3.2.1. Phenolic Content

The physicochemical composition of honey, namely phenolic acids, flavonoids, ascorbic acid, carotenoids, amino acid and protein content, as well as enzyme activity and Maillard reaction products, can strongly influence the antioxidant activity. The content of phytochemical components is highly dependent on the nectar source 1. The phenolic content of the studied honey samples ranged from 30.87 to 87.27 mg GAE/100 g (Table 3). The darkest heather honey showed the highest TPC while the lowest TPC was found in the light-coloured orange blossom honey, in good agreement with other commercial Portuguese honey samples of the same botanical origin 24 and also commercial Indian honeys 20. Lower values, between 2.57-28.57 mg GAE/100 g have been reported for Slovenian honeys 34. On the other hand, honeys from Burkina Faso 33 and Tunisia 30 showed very high phenolic content, up to 114.75 and 119.42 mg GAE/100 g, respectively.

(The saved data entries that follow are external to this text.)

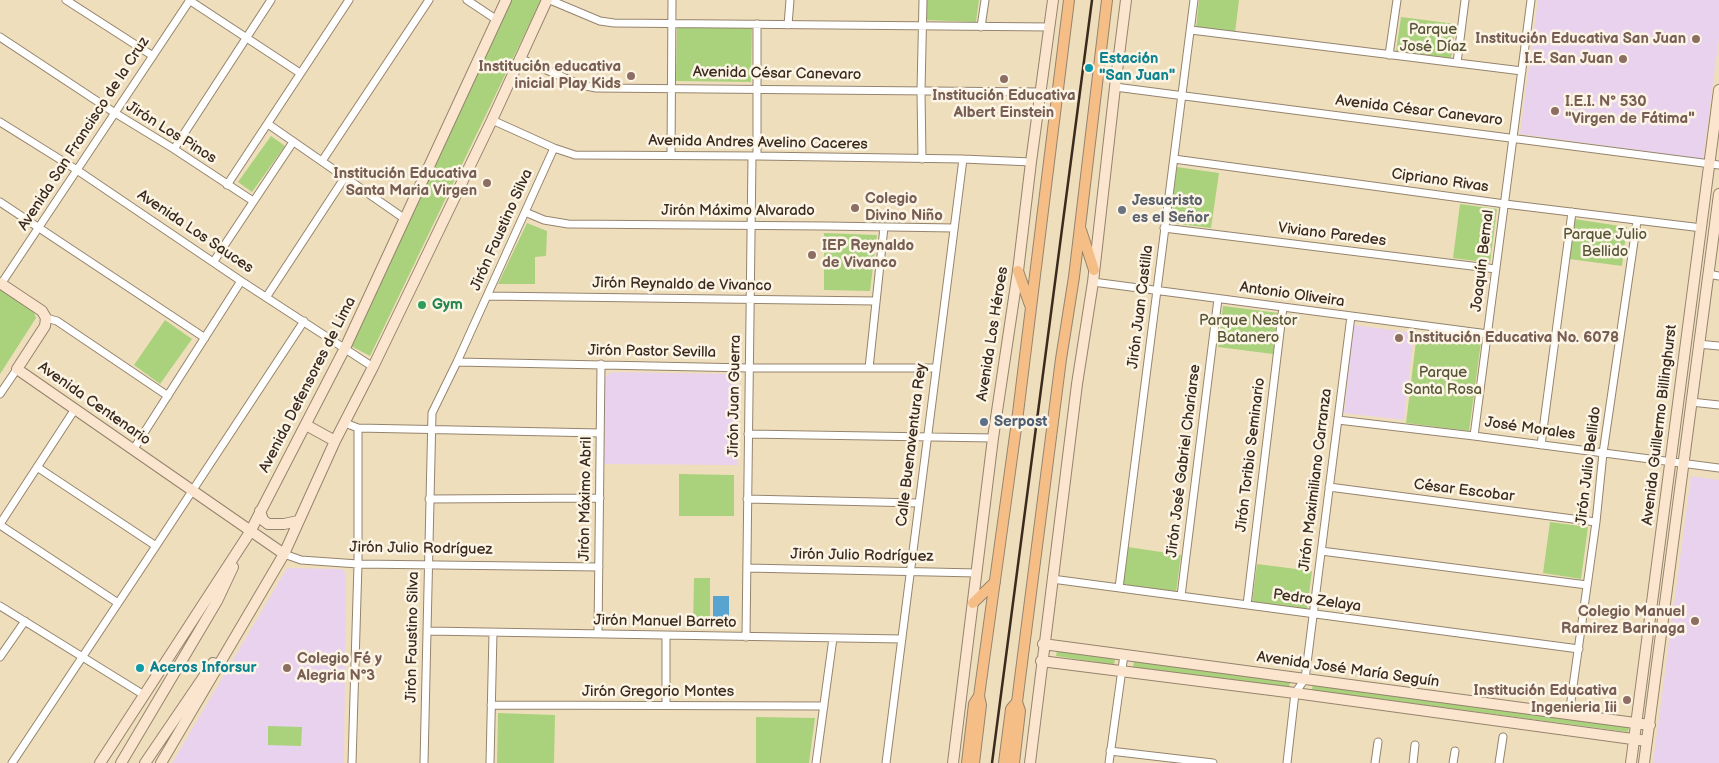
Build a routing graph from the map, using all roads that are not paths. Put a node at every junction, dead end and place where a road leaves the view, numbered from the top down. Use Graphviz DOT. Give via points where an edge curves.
graph roads {
  1 [pos="66,0"];
  2 [pos="190,0"];
  3 [pos="271,0"];
  4 [pos="349,0"];
  5 [pos="429,0"];
  6 [pos="467,0"];
  7 [pos="506,0"];
  8 [pos="549,0"];
  9 [pos="672,0"];
  10 [pos="790,0"];
  11 [pos="923,0"];
  12 [pos="985,0"];
  13 [pos="1053,0"];
  14 [pos="1069,0"];
  15 [pos="1107,0"];
  16 [pos="1126,0"];
  17 [pos="1194,0"];
  18 [pos="1397,0"];
  19 [pos="1465,0"];
  20 [pos="1531,0"];
  21 [pos="76,2"];
  22 [pos="497,20"];
  23 [pos="672,23"];
  24 [pos="758,24"];
  25 [pos="788,25"];
  26 [pos="922,26"];
  27 [pos="982,27"];
  28 [pos="1050,27"];
  29 [pos="1190,30"];
  30 [pos="0,37"];
  31 [pos="246,37"];
  32 [pos="1390,55"];
  33 [pos="153,56"];
  34 [pos="519,58"];
  35 [pos="1457,63"];
  36 [pos="1522,71"];
  37 [pos="300,73"];
  38 [pos="1115,87"];
  39 [pos="672,88"];
  40 [pos="757,89"];
  41 [pos="921,90"];
  42 [pos="1719,90"];
  43 [pos="1041,92"];
  44 [pos="1183,96"];
  45 [pos="115,113"];
  46 [pos="492,120"];
  47 [pos="2,123"];
  48 [pos="268,124"];
  49 [pos="0,131"];
  50 [pos="1513,138"];
  51 [pos="293,142"];
  52 [pos="554,148"];
  53 [pos="174,149"];
  54 [pos="671,155"];
  55 [pos="754,156"];
  56 [pos="922,159"];
  57 [pos="962,159"];
  58 [pos="1174,159"];
  59 [pos="322,161"];
  60 [pos="1031,162"];
  61 [pos="1714,165"];
  62 [pos="77,170"];
  63 [pos="345,177"];
  64 [pos="227,185"];
  65 [pos="1719,199"];
  66 [pos="1705,200"];
  67 [pos="0,202"];
  68 [pos="253,202"];
  69 [pos="1504,204"];
  70 [pos="525,212"];
  71 [pos="1572,212"];
  72 [pos="1704,213"];
  73 [pos="1718,215"];
  74 [pos="405,219"];
  75 [pos="1637,221"];
  76 [pos="751,225"];
  77 [pos="884,227"];
  78 [pos="954,228"];
  79 [pos="1080,228"];
  80 [pos="1164,228"];
  81 [pos="1702,228"];
  82 [pos="39,229"];
  83 [pos="214,261"];
  84 [pos="1496,269"];
  85 [pos="1018,270"];
  86 [pos="1094,270"];
  87 [pos="1708,274"];
  88 [pos="1719,276"];
  89 [pos="241,281"];
  90 [pos="1093,282"];
  91 [pos="1,283"];
  92 [pos="1156,290"];
  93 [pos="267,296"];
  94 [pos="488,296"];
  95 [pos="750,299"];
  96 [pos="1218,299"];
  97 [pos="876,301"];
  98 [pos="1283,307"];
  99 [pos="1031,309"];
  100 [pos="1351,316"];
  101 [pos="46,318"];
  102 [pos="304,321"];
  103 [pos="1488,334"];
  104 [pos="205,338"];
  105 [pos="1698,344"];
  106 [pos="1719,346"];
  107 [pos="344,348"];
  108 [pos="457,362"];
  109 [pos="601,364"];
  110 [pos="373,366"];
  111 [pos="749,368"];
  112 [pos="869,368"];
  113 [pos="935,368"];
  114 [pos="17,369"];
  115 [pos="0,394"];
  116 [pos="168,396"];
  117 [pos="1691,402"];
  118 [pos="1719,405"];
  119 [pos="75,409"];
  120 [pos="1338,420"];
  121 [pos="345,423"];
  122 [pos="306,425"];
  123 [pos="358,428"];
  124 [pos="431,430"];
  125 [pos="600,433"];
  126 [pos="748,434"];
  127 [pos="927,436"];
  128 [pos="1474,436"];
  129 [pos="993,438"];
  130 [pos="335,441"];
  131 [pos="1541,445"];
  132 [pos="133,450"];
  133 [pos="1603,453"];
  134 [pos="1671,462"];
  135 [pos="1683,464"];
  136 [pos="37,467"];
  137 [pos="1719,468"];
  138 [pos="1330,487"];
  139 [pos="192,491"];
  140 [pos="600,498"];
  141 [pos="429,499"];
  142 [pos="748,499"];
  143 [pos="918,503"];
  144 [pos="260,511"];
  145 [pos="298,521"];
  146 [pos="1596,522"];
  147 [pos="0,525"];
  148 [pos="250,532"];
  149 [pos="156,546"];
  150 [pos="1321,551"];
  151 [pos="284,554"];
  152 [pos="358,564"];
  153 [pos="428,565"];
  154 [pos="599,567"];
  155 [pos="747,568"];
  156 [pos="910,571"];
  157 [pos="977,573"];
  158 [pos="1052,579"];
  159 [pos="994,582"];
  160 [pos="1587,585"];
  161 [pos="264,587"];
  162 [pos="1119,588"];
  163 [pos="1181,596"];
  164 [pos="118,603"];
  165 [pos="973,603"];
  166 [pos="1247,605"];
  167 [pos="0,606"];
  168 [pos="1313,614"];
  169 [pos="25,621"];
  170 [pos="427,631"];
  171 [pos="493,633"];
  172 [pos="598,634"];
  173 [pos="666,636"];
  174 [pos="746,637"];
  175 [pos="833,638"];
  176 [pos="902,639"];
  177 [pos="1044,644"];
  178 [pos="1579,649"];
  179 [pos="1124,655"];
  180 [pos="0,657"];
  181 [pos="83,657"];
  182 [pos="1041,661"];
  183 [pos="1122,671"];
  184 [pos="1305,679"];
  185 [pos="1296,693"];
  186 [pos="144,695"];
  187 [pos="979,696"];
  188 [pos="1017,702"];
  189 [pos="491,705"];
  190 [pos="666,705"];
  191 [pos="824,706"];
  192 [pos="1569,715"];
  193 [pos="1637,723"];
  194 [pos="1650,725"];
  195 [pos="1503,736"];
  196 [pos="1634,740"];
  197 [pos="1378,742"];
  198 [pos="1647,742"];
  199 [pos="1415,745"];
  200 [pos="1110,751"];
  201 [pos="1455,751"];
  202 [pos="1157,759"];
  203 [pos="12,763"];
  204 [pos="100,763"];
  205 [pos="121,763"];
  206 [pos="145,763"];
  207 [pos="161,763"];
  208 [pos="352,763"];
  209 [pos="424,763"];
  210 [pos="490,763"];
  211 [pos="816,763"];
  212 [pos="886,763"];
  213 [pos="953,763"];
  214 [pos="967,763"];
  215 [pos="974,763"];
  216 [pos="1004,763"];
  217 [pos="1014,763"];
  218 [pos="1030,763"];
  219 [pos="1109,763"];
  220 [pos="1213,763"];
  221 [pos="1287,763"];
  222 [pos="1375,763"];
  223 [pos="1413,763"];
  224 [pos="1453,763"];
  225 [pos="1499,763"];
  226 [pos="1631,763"];
  227 [pos="1644,763"];
  1 -- 21 [label="street"];
  2 -- 31 [label="street"];
  2 -- 33 [label="street, Avenida San Francisco de la Cruz"];
  3 -- 31 [label="street"];
  4 -- 37 [label="street"];
  5 -- 59 [label="street"];
  6 -- 22 [label="street"];
  7 -- 22 [label="main road, Avenida Defensores de Lima"];
  8 -- 23 [label="street" via="600,21"];
  8 -- 34 [label="main road"];
  9 -- 23 [label="street"];
  10 -- 25 [label="street"];
  11 -- 26 [label="street"];
  12 -- 27 [label="street"];
  13 -- 28 [label="main road, Avenida Los Héroes"];
  14 -- 99 [label="main road"];
  15 -- 79 [label="main road"];
  16 -- 38 [label="main road"];
  17 -- 29 [label="street, Jirón Juan Castilla"];
  18 -- 32 [label="street"];
  19 -- 35 [label="street"];
  20 -- 36 [label="street, Joaquín Bernal"];
  21 -- 33 [label="street"];
  22 -- 74 [label="main road, Avenida Defensores de Lima"];
  23 -- 24 [label="street"];
  23 -- 39 [label="street"];
  24 -- 25 [label="street"];
  24 -- 40 [label="street, Jirón Juan Guerra"];
  25 -- 26 [label="street"];
  26 -- 27 [label="street"];
  26 -- 41 [label="street"];
  27 -- 28 [label="street"];
  28 -- 43 [label="main road, Avenida Los Héroes"];
  29 -- 32 [label="street"];
  29 -- 44 [label="street, Jirón Juan Castilla"];
  30 -- 45 [label="street, Jirón Los Pinos"];
  31 -- 37 [label="street"];
  31 -- 53 [label="street"];
  32 -- 35 [label="street"];
  33 -- 45 [label="street, Avenida San Francisco de la Cruz"];
  34 -- 39 [label="street, Avenida César Canevaro" via="581,85 596,88"];
  34 -- 46 [label="main road"];
  35 -- 36 [label="street"];
  36 -- 50 [label="street, Joaquín Bernal"];
  37 -- 48 [label="street"];
  38 -- 44 [label="street, Avenida César Canevaro"];
  38 -- 86 [label="main road"];
  39 -- 40 [label="street, Avenida César Canevaro"];
  39 -- 54 [label="street"];
  40 -- 41 [label="street, Avenida César Canevaro"];
  40 -- 55 [label="street, Jirón Juan Guerra"];
  41 -- 43 [label="street, Avenida César Canevaro"];
  41 -- 56 [label="street"];
  42 -- 61 [label="main road, Avenida Guillermo Billinghurst"];
  43 -- 60 [label="main road, Avenida Los Héroes"];
  44 -- 50 [label="street, Avenida César Canevaro"];
  44 -- 58 [label="street, Jirón Juan Castilla"];
  45 -- 53 [label="street, Jirón Los Pinos"];
  45 -- 62 [label="street, Avenida San Francisco de la Cruz"];
  46 -- 52 [label="street, Avenida Andres Avelino Caceres"];
  46 -- 110 [label="main road"];
  47 -- 49 [label="street"];
  47 -- 62 [label="street, Avenida Los Sauces"];
  48 -- 51 [label="street"];
  48 -- 64 [label="street"];
  50 -- 61 [label="street, Avenida César Canevaro"];
  50 -- 69 [label="street, Joaquín Bernal"];
  51 -- 59 [label="street"];
  51 -- 68 [label="street"];
  52 -- 54 [label="street, Avenida Andres Avelino Caceres" via="575,154"];
  52 -- 70 [label="street, Jirón Faustino Silva"];
  53 -- 64 [label="street, Jirón Los Pinos"];
  54 -- 55 [label="street, Avenida Andres Avelino Caceres"];
  55 -- 56 [label="street, Avenida Andres Avelino Caceres"];
  55 -- 76 [label="street, Jirón Juan Guerra"];
  56 -- 57 [label="street, Avenida Andres Avelino Caceres"];
  57 -- 60 [label="street, Avenida Andres Avelino Caceres"];
  57 -- 78 [label="street, Calle Buenaventura Rey"];
  58 -- 69 [label="street, Cipriano Rivas"];
  58 -- 80 [label="street, Jirón Juan Castilla"];
  59 -- 63 [label="street"];
  60 -- 85 [label="main road, Avenida Los Héroes"];
  61 -- 66 [label="main road, Avenida Guillermo Billinghurst"];
  62 -- 82 [label="street, Avenida San Francisco de la Cruz"];
  62 -- 83 [label="street, Avenida Los Sauces"];
  63 -- 74 [label="street"];
  63 -- 93 [label="street"];
  64 -- 68 [label="street, Jirón Los Pinos"];
  65 -- 66 [label="main road"];
  65 -- 73 [label="main road, Avenida Guillermo Billinghurst"];
  66 -- 72 [label="main road, Avenida Guillermo Billinghurst"];
  67 -- 82 [label="street"];
  68 -- 83 [label="street"];
  69 -- 71 [label="street, Cipriano Rivas"];
  69 -- 84 [label="street, Joaquín Bernal"];
  70 -- 76 [label="street, Jirón Máximo Alvarado" via="544,220 568,224"];
  70 -- 94 [label="street, Jirón Faustino Silva"];
  71 -- 75 [label="street, Cipriano Rivas"];
  71 -- 131 [label="street"];
  72 -- 73 [label="main road"];
  72 -- 81 [label="main road, Avenida Guillermo Billinghurst"];
  73 -- 87 [label="main road, Avenida Guillermo Billinghurst"];
  74 -- 107 [label="main road, Avenida Defensores de Lima"];
  75 -- 81 [label="street, Cipriano Rivas"];
  75 -- 133 [label="street, Jirón Julio Bellido"];
  76 -- 77 [label="street, Jirón Máximo Alvarado"];
  76 -- 95 [label="street, Jirón Juan Guerra"];
  77 -- 78 [label="street, Jirón Máximo Alvarado"];
  77 -- 97 [label="street"];
  78 -- 113 [label="street, Calle Buenaventura Rey"];
  79 -- 86 [label="main road"];
  79 -- 188 [label="main road"];
  80 -- 84 [label="street, Viviano Paredes"];
  80 -- 92 [label="street, Jirón Juan Castilla"];
  81 -- 134 [label="main road, Avenida Guillermo Billinghurst"];
  82 -- 91 [label="street, Avenida San Francisco de la Cruz"];
  82 -- 104 [label="street"];
  83 -- 89 [label="street, Avenida Los Sauces"];
  84 -- 103 [label="street, Joaquín Bernal"];
  85 -- 99 [label="main road"];
  85 -- 129 [label="main road, Avenida Los Héroes"];
  86 -- 90 [label="main road"];
  87 -- 88 [label="street"];
  87 -- 105 [label="main road, Avenida Guillermo Billinghurst"];
  89 -- 93 [label="street, Avenida Los Sauces"];
  89 -- 104 [label="street"];
  90 -- 92 [label="street, Antonio Oliveira"];
  90 -- 158 [label="main road"];
  91 -- 101 [label="main road" via="42,311"];
  92 -- 96 [label="street, Antonio Oliveira"];
  92 -- 162 [label="street, Jirón Juan Castilla"];
  93 -- 102 [label="street, Avenida Los Sauces"];
  94 -- 95 [label="street, Jirón Reynaldo de Vivanco"];
  94 -- 108 [label="street, Jirón Faustino Silva"];
  95 -- 97 [label="street, Jirón Reynaldo de Vivanco"];
  95 -- 111 [label="street, Jirón Juan Guerra"];
  96 -- 98 [label="street, Antonio Oliveira"];
  96 -- 163 [label="street, Jirón José Gabriel Chariarse"];
  97 -- 112 [label="street"];
  98 -- 100 [label="street, Antonio Oliveira"];
  98 -- 166 [label="street, Jirón Toribio Seminario"];
  99 -- 159 [label="main road"];
  100 -- 103 [label="street, Antonio Oliveira"];
  100 -- 120 [label="street, Jirón Maximiliano Carranza"];
  101 -- 114 [label="main road, Avenida Centenario" via="45,326"];
  101 -- 116 [label="street" via="57,321"];
  102 -- 107 [label="street, Avenida Los Sauces"];
  102 -- 139 [label="street"];
  103 -- 128 [label="street, Joaquín Bernal"];
  104 -- 116 [label="street"];
  105 -- 106 [label="street"];
  105 -- 117 [label="main road, Avenida Guillermo Billinghurst"];
  107 -- 110 [label="street, Avenida Los Sauces"];
  107 -- 122 [label="main road, Avenida Defensores de Lima"];
  108 -- 109 [label="street, Jirón Pastor Sevilla"];
  108 -- 124 [label="street, Jirón Faustino Silva" via="432,413"];
  109 -- 111 [label="street, Jirón Pastor Sevilla"];
  109 -- 125 [label="street, Jirón Máximo Abril"];
  110 -- 121 [label="main road"];
  111 -- 112 [label="street, Jirón Pastor Sevilla"];
  111 -- 126 [label="street, Jirón Juan Guerra"];
  112 -- 113 [label="street, Jirón Pastor Sevilla"];
  113 -- 127 [label="street, Calle Buenaventura Rey"];
  114 -- 115 [label="street"];
  114 -- 119 [label="main road, Avenida Centenario"];
  116 -- 132 [label="street"];
  117 -- 118 [label="street"];
  117 -- 135 [label="main road, Avenida Guillermo Billinghurst"];
  119 -- 132 [label="main road, Avenida Centenario"];
  119 -- 136 [label="street"];
  120 -- 128 [label="street, José Morales"];
  120 -- 138 [label="street, Jirón Maximiliano Carranza"];
  121 -- 123 [label="street"];
  121 -- 130 [label="main road"];
  122 -- 130 [label="main road"];
  122 -- 144 [label="main road, Avenida Defensores de Lima"];
  123 -- 124 [label="street"];
  123 -- 152 [label="street"];
  124 -- 125 [label="street"];
  124 -- 141 [label="street, Jirón Faustino Silva"];
  125 -- 140 [label="street, Jirón Máximo Abril"];
  126 -- 127 [label="street"];
  126 -- 142 [label="street, Jirón Juan Guerra"];
  127 -- 129 [label="street"];
  127 -- 143 [label="street, Calle Buenaventura Rey"];
  128 -- 131 [label="street, José Morales"];
  129 -- 157 [label="main road, Avenida Los Héroes"];
  130 -- 145 [label="main road"];
  131 -- 133 [label="street, José Morales"];
  132 -- 139 [label="main road, Avenida Centenario"];
  133 -- 134 [label="street, José Morales"];
  133 -- 146 [label="street, Jirón Julio Bellido"];
  134 -- 135 [label="street, José Morales"];
  134 -- 193 [label="main road, Avenida Guillermo Billinghurst"];
  135 -- 137 [label="street, José Morales"];
  135 -- 194 [label="main road, Avenida Guillermo Billinghurst"];
  136 -- 147 [label="street"];
  136 -- 149 [label="street"];
  138 -- 146 [label="street, César Escobar"];
  138 -- 150 [label="street, Jirón Maximiliano Carranza"];
  139 -- 148 [label="main road, Avenida Centenario"];
  139 -- 149 [label="street"];
  140 -- 141 [label="street"];
  140 -- 154 [label="street, Jirón Máximo Abril"];
  141 -- 153 [label="street, Jirón Faustino Silva"];
  142 -- 143 [label="street"];
  142 -- 155 [label="street, Jirón Juan Guerra"];
  143 -- 156 [label="street, Calle Buenaventura Rey"];
  144 -- 145 [label="main road" via="268,524"];
  144 -- 148 [label="main road, Avenida Defensores de Lima"];
  145 -- 151 [label="main road"];
  146 -- 160 [label="street, Jirón Julio Bellido"];
  147 -- 164 [label="street"];
  148 -- 151 [label="main road, Jirón Julio Rodríguez"];
  148 -- 186 [label="main road, Avenida Defensores de Lima"];
  148 -- 205 [label="main road" via="217,601"];
  149 -- 164 [label="street"];
  150 -- 160 [label="street"];
  150 -- 168 [label="street, Jirón Maximiliano Carranza"];
  151 -- 152 [label="street, Jirón Julio Rodríguez" via="301,560"];
  151 -- 161 [label="main road"];
  152 -- 153 [label="street, Jirón Julio Rodríguez"];
  152 -- 208 [label="street"];
  153 -- 154 [label="street, Jirón Julio Rodríguez"];
  153 -- 170 [label="street, Jirón Faustino Silva"];
  154 -- 172 [label="street, Jirón Máximo Abril"];
  155 -- 156 [label="street, Jirón Julio Rodríguez"];
  155 -- 174 [label="street, Jirón Juan Guerra"];
  156 -- 157 [label="street, Jirón Julio Rodríguez"];
  156 -- 176 [label="street, Calle Buenaventura Rey"];
  157 -- 165 [label="main road, Avenida Los Héroes"];
  158 -- 162 [label="street, Pedro Zelaya"];
  158 -- 177 [label="main road"];
  159 -- 165 [label="main road"];
  159 -- 187 [label="main road"];
  160 -- 178 [label="street, Jirón Julio Bellido"];
  161 -- 206 [label="main road"];
  161 -- 207 [label="main road"];
  162 -- 163 [label="street, Pedro Zelaya"];
  163 -- 166 [label="street, Pedro Zelaya"];
  164 -- 181 [label="street"];
  165 -- 213 [label="main road, Avenida Los Héroes"];
  166 -- 168 [label="street, Pedro Zelaya"];
  167 -- 169 [label="street"];
  168 -- 178 [label="street, Pedro Zelaya"];
  168 -- 184 [label="street, Jirón Maximiliano Carranza"];
  169 -- 180 [label="street"];
  169 -- 181 [label="street"];
  170 -- 171 [label="street, Jirón Manuel Barreto"];
  170 -- 209 [label="street, Jirón Faustino Silva"];
  171 -- 172 [label="street, Jirón Manuel Barreto"];
  171 -- 189 [label="street"];
  172 -- 173 [label="street, Jirón Manuel Barreto"];
  173 -- 174 [label="street, Jirón Manuel Barreto"];
  173 -- 190 [label="street"];
  174 -- 175 [label="street, Jirón Manuel Barreto"];
  175 -- 176 [label="street, Jirón Manuel Barreto"];
  175 -- 191 [label="street"];
  176 -- 212 [label="street, Calle Buenaventura Rey"];
  177 -- 179 [label="main road, Avenida José María Seguín"];
  177 -- 182 [label="main road"];
  178 -- 192 [label="street, Jirón Julio Bellido"];
  179 -- 183 [label="street"];
  179 -- 184 [label="main road, Avenida José María Seguín"];
  181 -- 186 [label="street"];
  181 -- 203 [label="street"];
  182 -- 183 [label="main road, Avenida José María Seguín"];
  182 -- 218 [label="main road"];
  183 -- 185 [label="main road, Avenida José María Seguín"];
  183 -- 200 [label="street"];
  184 -- 185 [label="street, Jirón Maximiliano Carranza"];
  184 -- 192 [label="main road, Avenida José María Seguín"];
  185 -- 196 [label="main road, Avenida José María Seguín"];
  185 -- 221 [label="street, Jirón Maximiliano Carranza"];
  186 -- 204 [label="main road, Avenida Defensores de Lima"];
  187 -- 214 [label="main road" via="974,704"];
  187 -- 215 [label="main road" via="981,705"];
  188 -- 216 [label="main road" via="1011,709"];
  188 -- 217 [label="main road" via="1020,711"];
  189 -- 190 [label="street, Jirón Gregorio Montes"];
  189 -- 210 [label="street"];
  190 -- 191 [label="street, Jirón Gregorio Montes"];
  191 -- 211 [label="street"];
  192 -- 193 [label="main road, Avenida José María Seguín"];
  193 -- 194 [label="main road, Avenida José María Seguín"];
  193 -- 196 [label="main road, Avenida Guillermo Billinghurst"];
  194 -- 198 [label="main road, Avenida Guillermo Billinghurst"];
  195 -- 225 [label="street"];
  196 -- 198 [label="main road, Avenida José María Seguín"];
  196 -- 226 [label="main road, Avenida Guillermo Billinghurst"];
  197 -- 222 [label="street"];
  198 -- 227 [label="main road, Avenida Guillermo Billinghurst"];
  199 -- 223 [label="street"];
  200 -- 202 [label="street"];
  200 -- 219 [label="street"];
  201 -- 224 [label="street"];
  202 -- 220 [label="street"];
}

A wider variety has been found for heather honeys. Most European heather honeys are from Calluna while heather honey produced in Portugal (and some regions of Spain and France) is from Erica sp. Feás et al. 32 found TPC values of 63.09–71.89 mg GAE/100 g for Portuguese Erica sp. honeys while Ferreira et al. 10 reported a value of 72.78 mg/100 g for heather honey from the Portuguese northeastern region. Romanian heather (Calluna vulgaris) honeys showed similar TPC, between 57.24 and 72.13 mg GAE/100g 35.


3.2.2. Flavonoid Content

The flavonoid content ranged from 4.85 mg CE/100 g in light-coloured orange blossom to 7.87 mg CE/100 g in dark-coloured heather honey (Table 3). Similar values, in the range 2.71-7.18 mg CE/100 g and 1.7-8.35 mg quercetin equivalents (QE)/100 g, have been reported for Algerian 16 and Burkina Fasan honeys 33, respectively. Honeys from southern Italy showed slightly higher TFC values, between 5.49 and 14.16 mg QE/100 g, but very low phenolic content, between 10.65 and 15.05 mg GAE/100 g 19. Ferreira et al. 10 reported a TFC value of 58.74 mg CE/100 g for heather honey from the northeastern region of Portugal while Feás et al. 32 obtained TFC values between 45.07 and 67.40 mg CE/100 g for Portuguese Erica sp. honey. However, these samples had lower phenolic content than our heather honey sample. High TFC, in the range 29.45–36.21 mg QE/100 g, has also been found in Romanian heather (Calluna vulgaris) honeys 35.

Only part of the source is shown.